§ Exercise: Reproduce all of the records word for word, omitting the pictures.

━━ Records to process

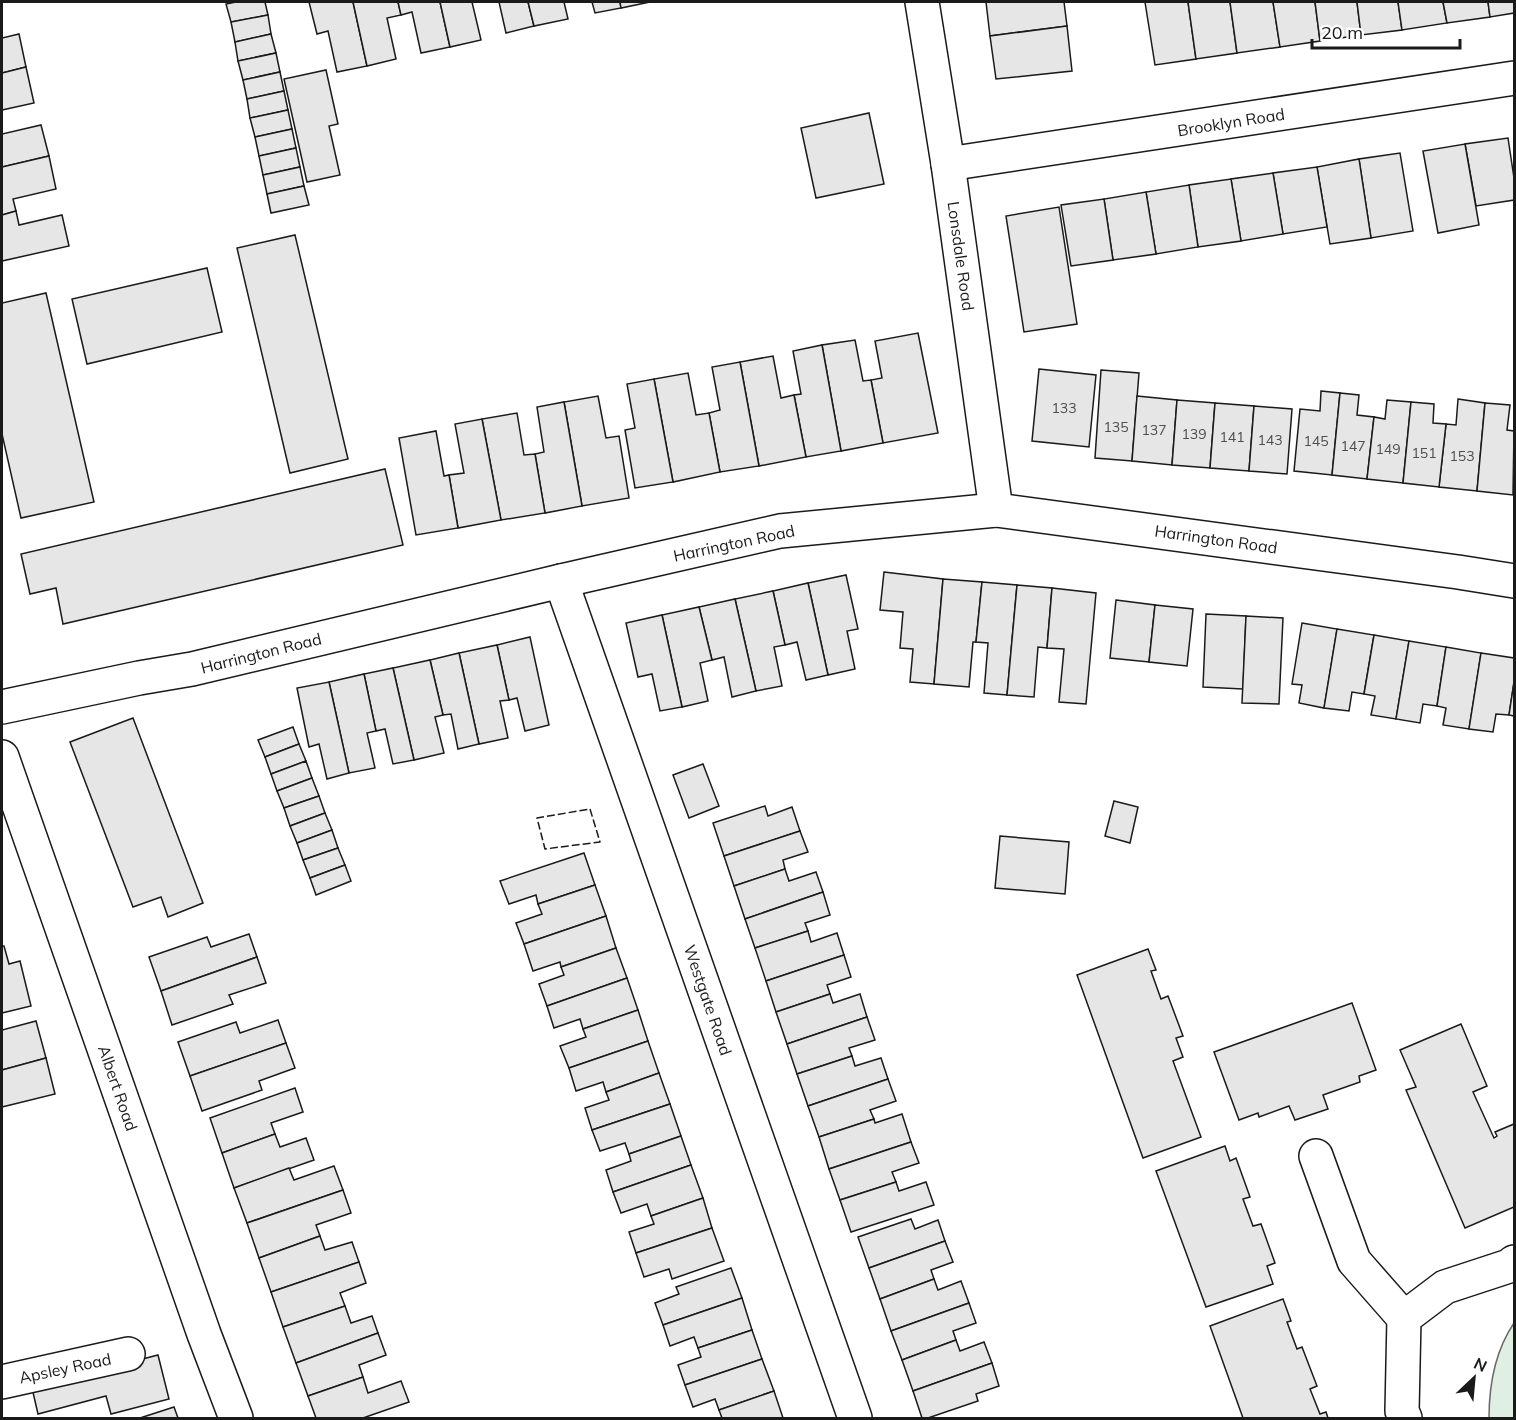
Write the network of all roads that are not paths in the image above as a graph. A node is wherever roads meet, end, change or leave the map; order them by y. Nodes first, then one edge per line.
1 (922, 2) edge
2 (1515, 78) edge
3 (948, 164) junction
4 (996, 510) junction
5 (561, 581) junction
6 (1515, 581) edge
7 (2, 707) edge
8 (2, 757) edge
9 (1316, 1156) dead end
10 (1515, 1262) edge
11 (1404, 1318) junction
12 (128, 1354) dead end
13 (2, 1382) edge
14 (236, 1419) edge
15 (855, 1419) edge
16 (1405, 1419) edge

1 - 3 street, Lonsdale Road
2 - 3 street, Brooklyn Road
3 - 4 street, Lonsdale Road
4 - 5 street, Harrington Road
4 - 6 street, Harrington Road
5 - 7 street, Harrington Road
5 - 15 street, Westgate Road
8 - 14 street, Albert Road
9 - 11 street
10 - 11 street
11 - 16 street
12 - 13 street, Apsley Road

━━━━

§ Result:
Write the network of all roads that are not paths in the image above as a graph. A node is wherever roads meet, end, change or leave the map; order them by y. Nodes first, then one edge per line.
1 (922, 2) edge
2 (1515, 78) edge
3 (948, 164) junction
4 (996, 510) junction
5 (561, 581) junction
6 (1515, 581) edge
7 (2, 707) edge
8 (2, 757) edge
9 (1316, 1156) dead end
10 (1515, 1262) edge
11 (1404, 1318) junction
12 (128, 1354) dead end
13 (2, 1382) edge
14 (236, 1419) edge
15 (855, 1419) edge
16 (1405, 1419) edge

1 - 3 street, Lonsdale Road
2 - 3 street, Brooklyn Road
3 - 4 street, Lonsdale Road
4 - 5 street, Harrington Road
4 - 6 street, Harrington Road
5 - 7 street, Harrington Road
5 - 15 street, Westgate Road
8 - 14 street, Albert Road
9 - 11 street
10 - 11 street
11 - 16 street
12 - 13 street, Apsley Road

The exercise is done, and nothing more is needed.